# What the task requires
Every line in the records below with the string "шоссе" is to be copied out.
[[ Input, beginning ]]
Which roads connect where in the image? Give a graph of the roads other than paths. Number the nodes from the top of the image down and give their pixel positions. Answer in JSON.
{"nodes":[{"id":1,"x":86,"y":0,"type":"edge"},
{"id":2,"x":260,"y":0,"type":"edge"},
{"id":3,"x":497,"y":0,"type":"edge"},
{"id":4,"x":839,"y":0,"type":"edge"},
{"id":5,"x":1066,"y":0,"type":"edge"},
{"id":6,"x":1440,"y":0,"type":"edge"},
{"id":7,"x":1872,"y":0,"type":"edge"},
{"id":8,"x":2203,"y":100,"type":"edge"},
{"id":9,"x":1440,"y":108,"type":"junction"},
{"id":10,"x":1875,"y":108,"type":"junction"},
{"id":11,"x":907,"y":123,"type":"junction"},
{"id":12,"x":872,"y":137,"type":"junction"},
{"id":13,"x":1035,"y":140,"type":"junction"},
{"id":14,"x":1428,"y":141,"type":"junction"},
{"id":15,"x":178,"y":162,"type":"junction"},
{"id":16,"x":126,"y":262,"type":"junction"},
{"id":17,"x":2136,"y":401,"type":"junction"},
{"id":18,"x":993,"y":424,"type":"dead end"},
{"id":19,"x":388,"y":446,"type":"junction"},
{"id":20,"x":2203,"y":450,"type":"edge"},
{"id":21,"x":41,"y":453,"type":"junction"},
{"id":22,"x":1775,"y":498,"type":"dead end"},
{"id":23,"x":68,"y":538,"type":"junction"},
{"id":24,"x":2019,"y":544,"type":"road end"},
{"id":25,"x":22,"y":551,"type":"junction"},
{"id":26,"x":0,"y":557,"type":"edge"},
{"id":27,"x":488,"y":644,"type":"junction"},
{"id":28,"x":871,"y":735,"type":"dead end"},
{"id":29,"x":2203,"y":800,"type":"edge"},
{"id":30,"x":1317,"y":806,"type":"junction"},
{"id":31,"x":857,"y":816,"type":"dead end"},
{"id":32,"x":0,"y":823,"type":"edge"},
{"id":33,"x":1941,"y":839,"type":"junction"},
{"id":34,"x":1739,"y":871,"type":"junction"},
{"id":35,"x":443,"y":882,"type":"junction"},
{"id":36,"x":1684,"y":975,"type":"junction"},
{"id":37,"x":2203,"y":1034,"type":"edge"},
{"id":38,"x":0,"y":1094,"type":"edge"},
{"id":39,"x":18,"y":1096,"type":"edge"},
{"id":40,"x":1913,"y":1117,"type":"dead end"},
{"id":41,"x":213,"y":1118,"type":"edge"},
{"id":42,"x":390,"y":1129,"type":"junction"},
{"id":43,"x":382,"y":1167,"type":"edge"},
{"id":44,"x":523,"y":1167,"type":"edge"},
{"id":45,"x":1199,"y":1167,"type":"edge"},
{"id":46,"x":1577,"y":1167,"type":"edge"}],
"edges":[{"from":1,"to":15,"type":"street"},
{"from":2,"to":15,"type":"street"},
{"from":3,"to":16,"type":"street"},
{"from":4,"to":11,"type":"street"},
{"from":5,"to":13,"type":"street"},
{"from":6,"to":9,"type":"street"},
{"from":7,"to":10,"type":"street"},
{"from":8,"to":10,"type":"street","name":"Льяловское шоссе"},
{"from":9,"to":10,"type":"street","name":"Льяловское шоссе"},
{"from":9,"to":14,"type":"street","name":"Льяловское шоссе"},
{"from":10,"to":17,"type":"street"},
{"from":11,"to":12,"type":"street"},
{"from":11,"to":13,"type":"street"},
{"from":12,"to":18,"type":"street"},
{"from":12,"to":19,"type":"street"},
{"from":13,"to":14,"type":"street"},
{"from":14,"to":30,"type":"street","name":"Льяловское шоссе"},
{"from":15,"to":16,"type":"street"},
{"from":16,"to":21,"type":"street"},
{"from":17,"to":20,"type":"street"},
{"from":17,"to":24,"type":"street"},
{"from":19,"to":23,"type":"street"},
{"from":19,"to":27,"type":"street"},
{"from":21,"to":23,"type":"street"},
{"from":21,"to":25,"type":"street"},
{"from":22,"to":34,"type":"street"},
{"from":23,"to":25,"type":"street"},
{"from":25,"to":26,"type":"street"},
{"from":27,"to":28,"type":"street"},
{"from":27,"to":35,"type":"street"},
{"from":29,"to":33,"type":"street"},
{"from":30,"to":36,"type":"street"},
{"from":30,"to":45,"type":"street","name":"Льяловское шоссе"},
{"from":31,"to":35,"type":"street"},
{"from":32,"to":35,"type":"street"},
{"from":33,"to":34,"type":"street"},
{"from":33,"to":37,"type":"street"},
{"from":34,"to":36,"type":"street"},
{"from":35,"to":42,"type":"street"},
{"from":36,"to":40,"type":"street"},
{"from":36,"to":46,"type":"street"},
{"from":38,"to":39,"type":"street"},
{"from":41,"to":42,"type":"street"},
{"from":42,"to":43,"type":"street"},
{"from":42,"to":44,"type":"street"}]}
[[ Input, end ]]
# Exercise output
{"from":8,"to":10,"type":"street","name":"Льяловское шоссе"},
{"from":9,"to":10,"type":"street","name":"Льяловское шоссе"},
{"from":9,"to":14,"type":"street","name":"Льяловское шоссе"},
{"from":14,"to":30,"type":"street","name":"Льяловское шоссе"},
{"from":30,"to":45,"type":"street","name":"Льяловское шоссе"},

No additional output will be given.